Toute cette manœuvre ressemble furieusement à une tentative désespérée pour bricoler à la hâte un rassemblement de la gauche en vue des prochaines élections, sans penser à ce que les Français vivent et à leurs aspirations.

Je rappelle enfin que, le 31 mars 2014, François HOLLANDE a nommé Manuel VALLS comme Premier ministre, l’accompagnant des mots suivants « Ce sera une équipe resserrée, un gouvernement de combat pour relancer l’économie, garantir la justice sociale et créer le rassemblement ».

Il semblerait que seul le rassemblement d’une gauche en ruine reste une priorité du Président et du Premier ministre, le combat, l’économie et la justice n’en sont plus depuis longtemps.

Prorogation de l’état d’urgence 

Nous examinons le texte gouvernemental proposant de proroger l’état d’urgence de trois mois. L'article unique du projet de loi prévoit en conséquence que l'état d'urgence, déclaré par les décrets du 14 novembre et du 18 novembre 2015 et prorogé pour trois mois par la loi du 20 novembre 2015, est à nouveau prorogé pour trois mois, jusqu'au 26 mai 2016.

Concrètement, il permettra de procéder à des perquisitions administratives et de contrôler les manifestations publiques. Par ailleurs, le Gouvernement pourra y mettre fin de manière anticipée, mais devra en rendre compte devant le Parlement.

En commission des Lois, les députés LR ont validé le principe d’un texte conforme avec le Sénat : je voterai donc ce texte dès lors qu’il ne dévie pas de la ligne fixée.

La France ne peut rester indéfiniment dans ce cadre juridique : l'état d'urgence reste un état de crise temporaire dont les effets doivent, dans un État de droit, être par nature limités dans le temps et dans l'espace. Comme je l’ai déjà dit pour le Projet de Loi relatif à la Protection de la Nation, le Gouvernement doit également mettre en place des mesures pérennes de protection des citoyens et de prévention de la radicalisation. Je resterai donc attentive au Projet de Loi de lutte contre la criminalité organisée et le terrorisme, prévu dès le 1er mars en séance publique à l’Assemblée nationale.

Examen du Projet de Loi Liberté de Création, Architecture et Patrimoine au Sénat : adoption d’amendements importants pour les collectivités 

Ces derniers jours a été examiné le Projet de Loi Culture, Archéologie et Patrimoine au Sénat, texte sur lequel  je m’étais fortement mobilisé en 1ère lecture à l’Assemblée nationale, plus précisément sur l’archéologie préventive.
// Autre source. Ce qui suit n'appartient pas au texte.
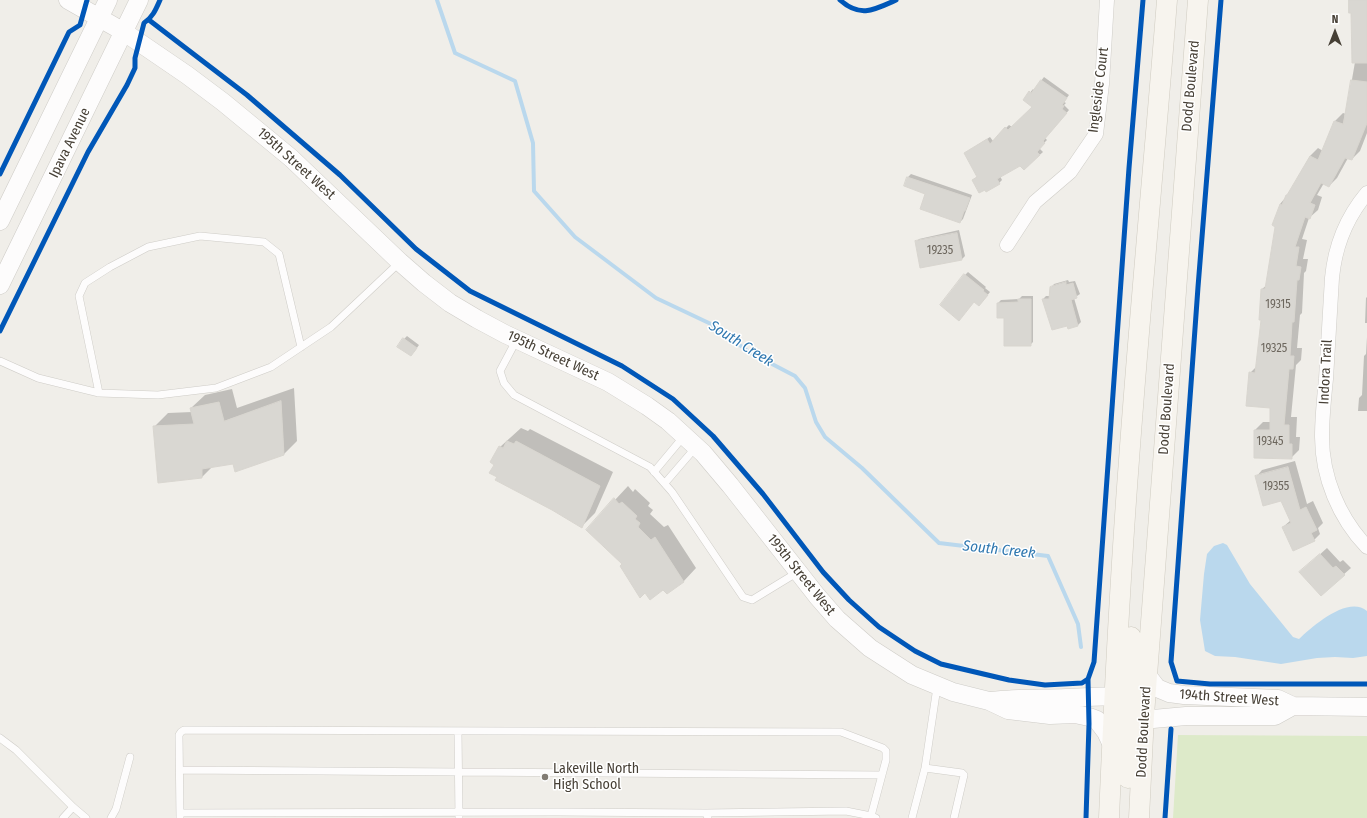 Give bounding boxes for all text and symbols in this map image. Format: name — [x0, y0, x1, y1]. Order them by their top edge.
north arrow — [1315, 12, 1355, 52]
text: N — [1332, 13, 1338, 26]
street label: Dodd Boulevard — [1179, 40, 1203, 132]
street label: Ingleside Court — [1085, 46, 1113, 134]
street label: Ipava Avenue — [46, 105, 94, 181]
street label: 195th Street West — [253, 125, 339, 203]
house number: 19235 — [927, 244, 953, 258]
house number: 19315 — [1265, 298, 1291, 312]
water label: South Creek — [705, 317, 777, 371]
street label: 195th Street West — [504, 327, 602, 385]
street label: Indora Trail — [1316, 339, 1336, 405]
house number: 19325 — [1261, 342, 1287, 356]
street label: Dodd Boulevard — [1155, 363, 1179, 455]
house number: 19345 — [1257, 435, 1283, 449]
house number: 19355 — [1263, 480, 1289, 494]
street label: 195th Street West — [763, 531, 839, 619]
water label: South Creek — [962, 537, 1036, 563]
street label: Dodd Boulevard — [1133, 686, 1155, 778]
street label: 194th Street West — [1179, 686, 1279, 710]
place label: Lakeville North High School — [553, 761, 639, 794]
marker: Lakeville North High School — [540, 772, 550, 782] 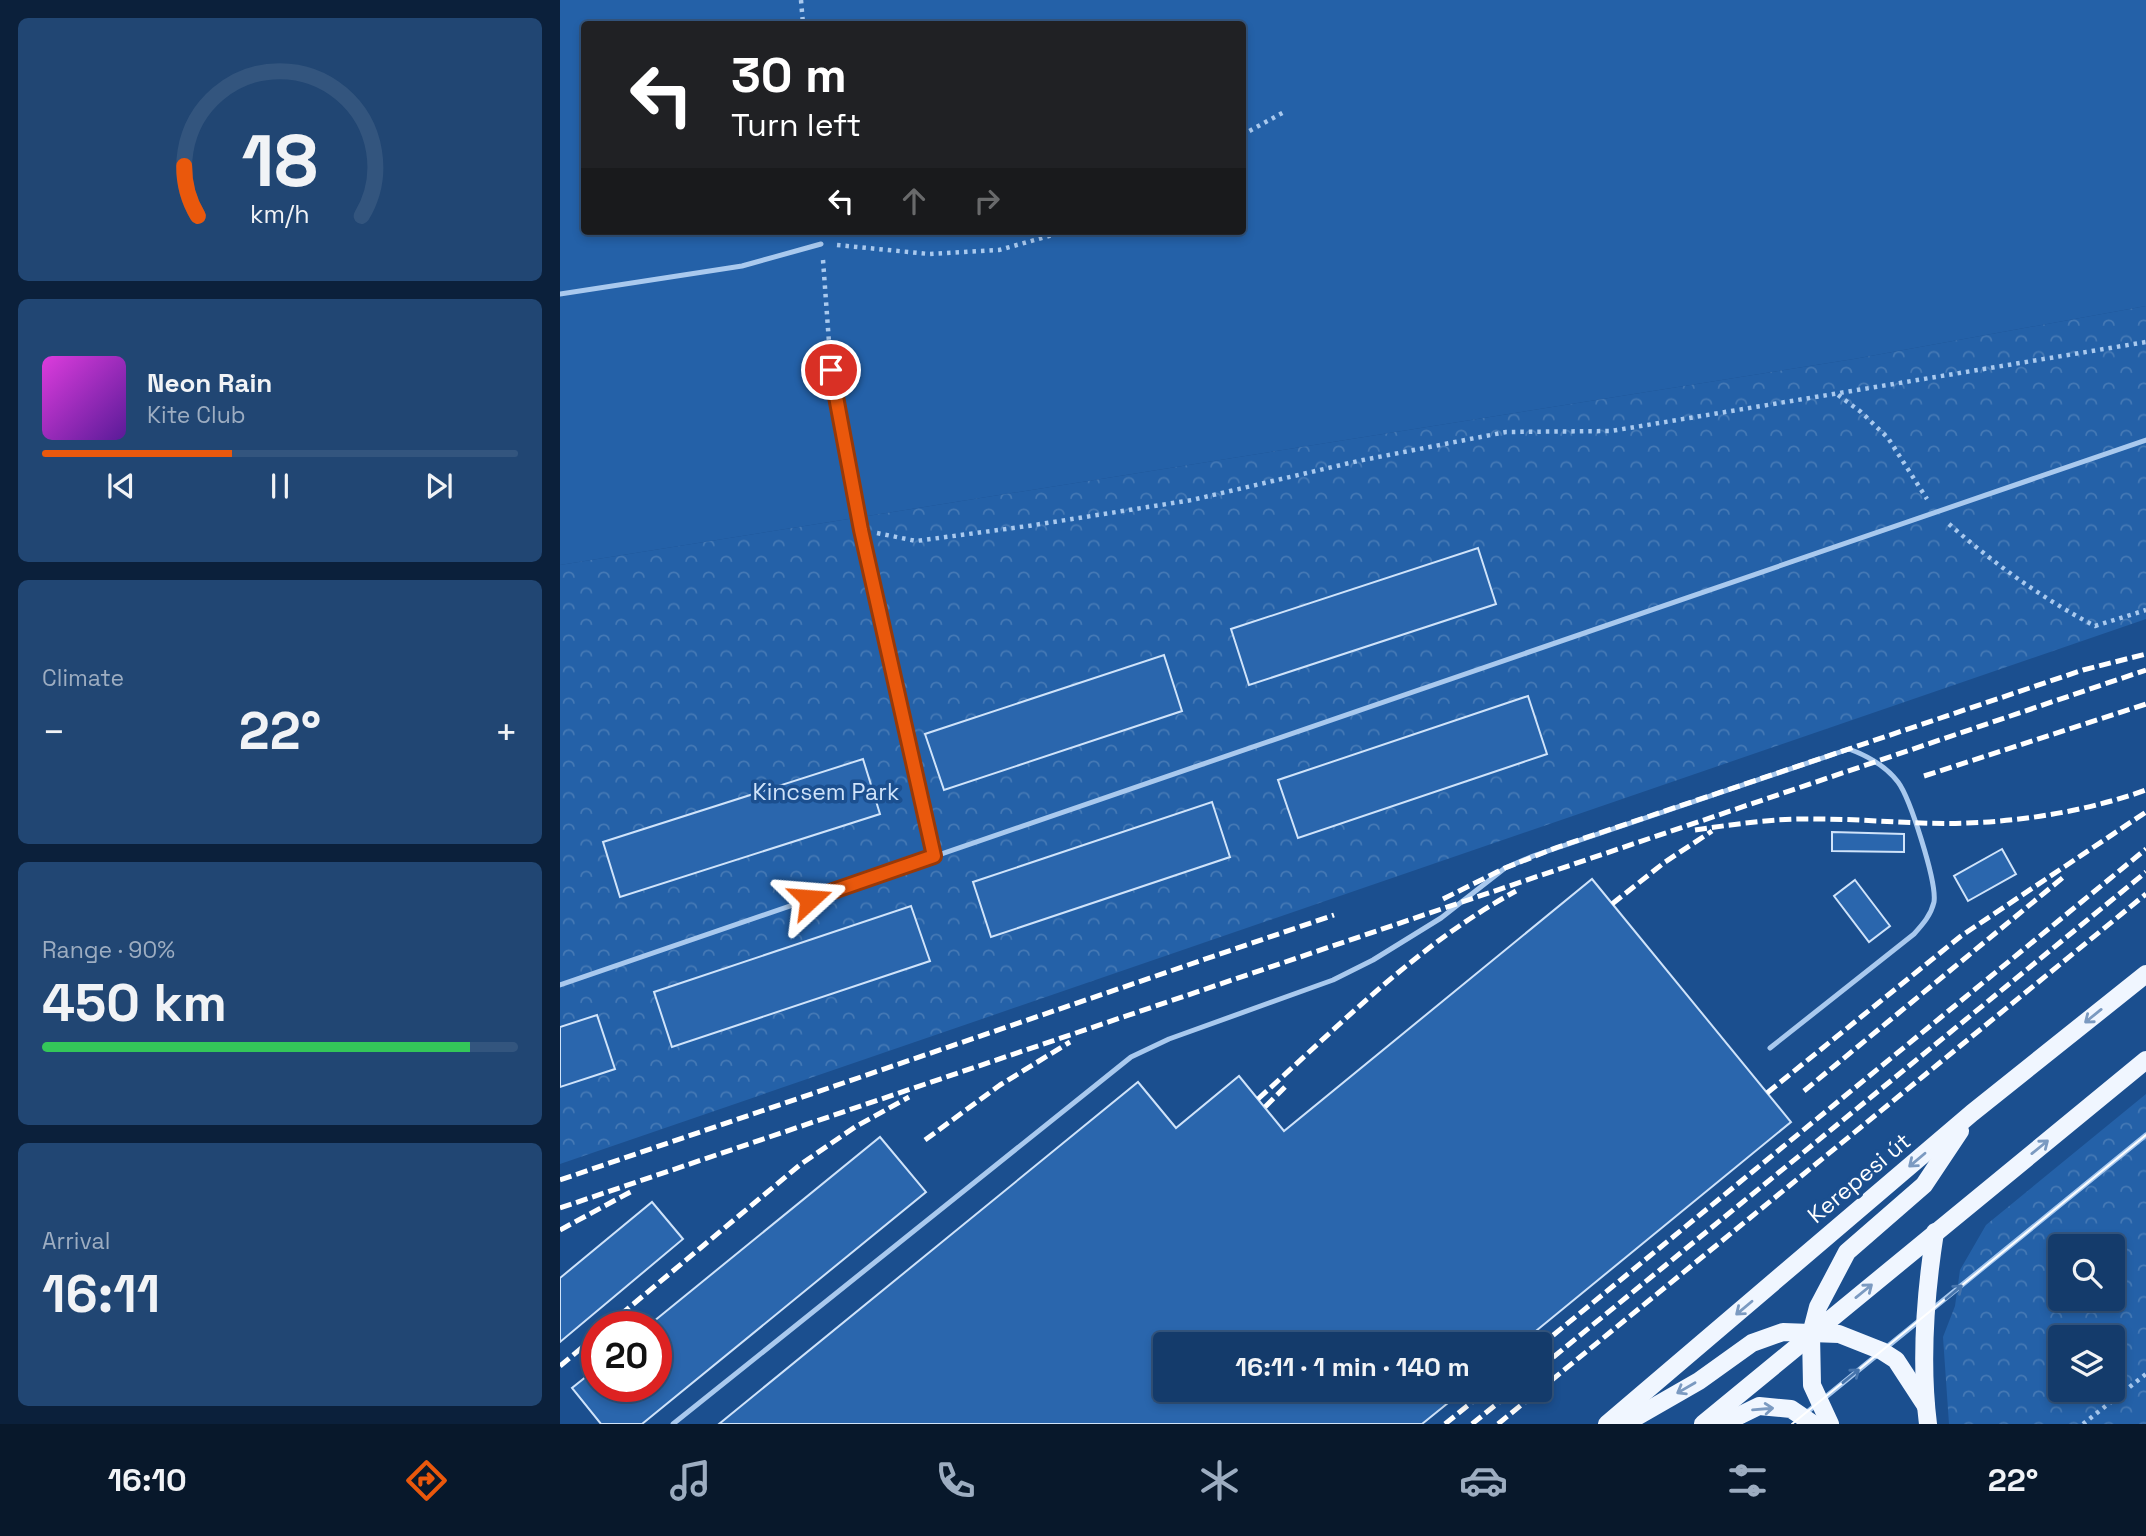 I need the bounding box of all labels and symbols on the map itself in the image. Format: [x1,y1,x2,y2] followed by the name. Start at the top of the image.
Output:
[801,340,861,400] pin
[753,777,899,807] park label: Kincsem Park
[773,862,847,936] position arrow
[2084,1009,2102,1024] one-way arrow
[1801,1126,1917,1230] street label: Kerepesi út
[2031,1139,2049,1155] one-way arrow
[1908,1153,1926,1168] one-way arrow
[1855,1283,1873,1299] one-way arrow
[1944,1284,1962,1300] one-way arrow
[1735,1300,1753,1316] one-way arrow
[581,1311,672,1402] speed limit sign: 20
[1841,1368,1859,1384] one-way arrow
[1676,1381,1696,1395] one-way arrow
[1751,1402,1774,1415] one-way arrow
J’ai estimé, en accord avec les services de Reims Métropole, qu’il fallait à tout prix éviter de mettre en place trop de complexité en archéologie préventive et j’ai donc déposé plusieurs amendements afin de simplifier au maximum ces procédures et faciliter le travail de tous les acteurs.
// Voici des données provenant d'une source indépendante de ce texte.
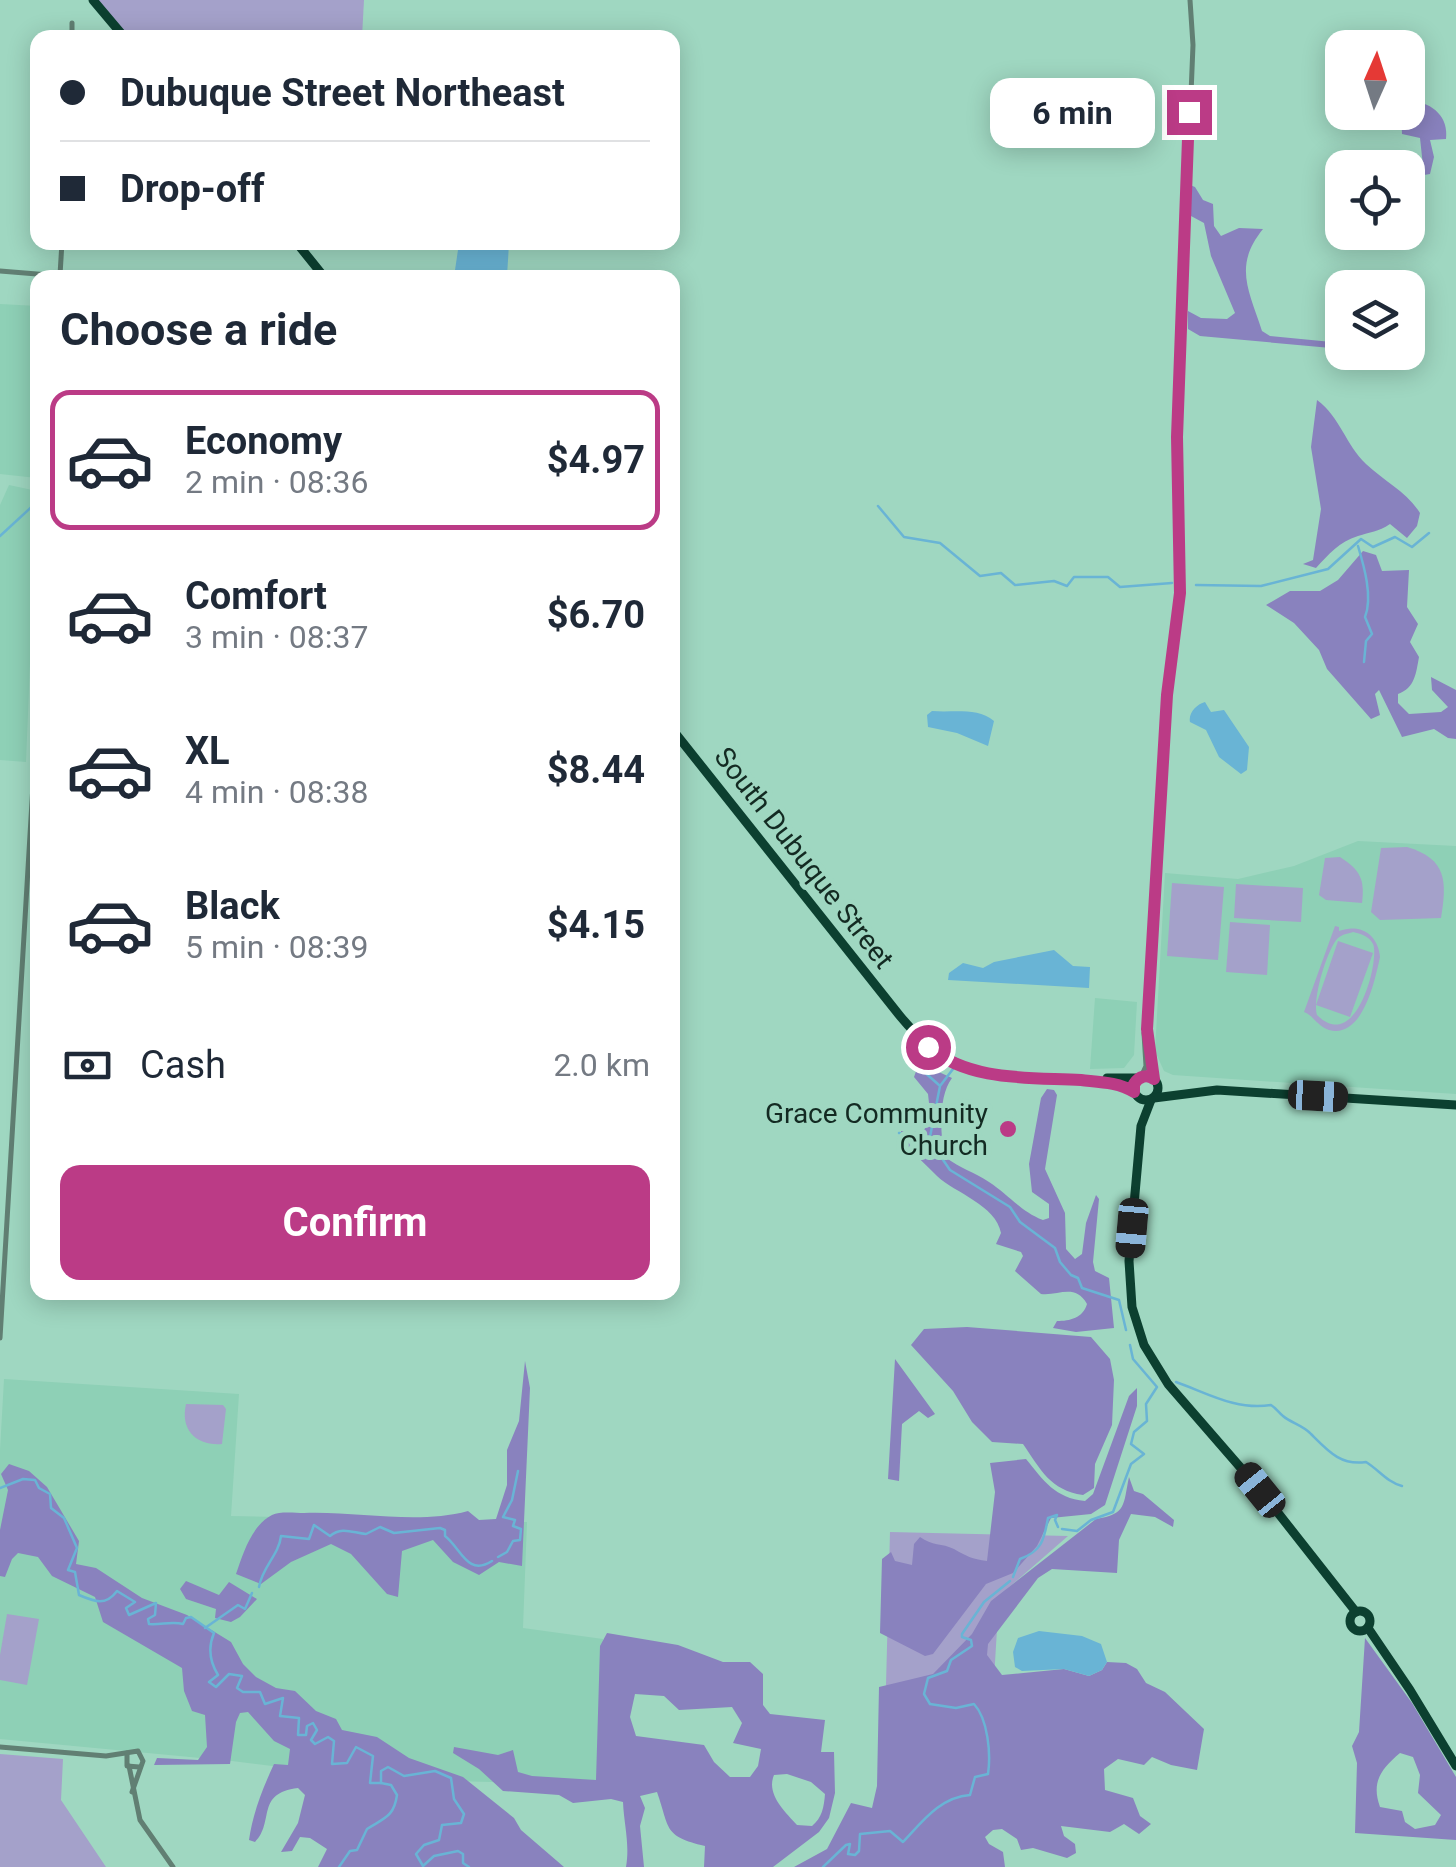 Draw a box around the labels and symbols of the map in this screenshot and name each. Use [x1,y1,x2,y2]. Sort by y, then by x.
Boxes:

J’avais noté une forte volonté du Gouvernement de renforcer l’INRAP (Institut National de Recherches Archéologiques Préventives) et de le placer au centre des procédures, alors que son budget est déficitaire et que ses méthodes sont contestées par les acteurs de terrain, notamment pour ses tendances anti-concurrentielles qui mettent en péril les collectivités territoriales et les acteurs privés de l’archéologie. Malheureusement, tous mes amendements ont été rejetés par la majorité socialiste.

Cependant, j’ai par la suite contacté ma collègue Françoise FERAT, Sénatrice de la Marne, afin qu’elle porte mes amendements au Sénat, ce qu’elle a parfaitement fait, en faisant adopter des mesures portant sur le contrôle scientifique et technique de l’Etat (annulation de la nécessité de passer une convention pour obtenir l’habilitation en préventif, annulation de la disposition visant à soumettre pour avis à la DRAC les offres des opérateurs avant attribution du marché) et les champs d’action des collectivités (annulation du périmètre d’intervention restreint, prise en compte et compensation pour l’activité de recherche).

Toutes ces mesures répondent donc parfaitement aux besoins des collectivités territoriales.

Je resterai extrêmement attentive au retour de ce texte à l’Assemblée nationale afin de maintenir ce train de mesures et de porter également le financement des diagnostics archéologiques que la loi de Finance 2016 a profondément modifié.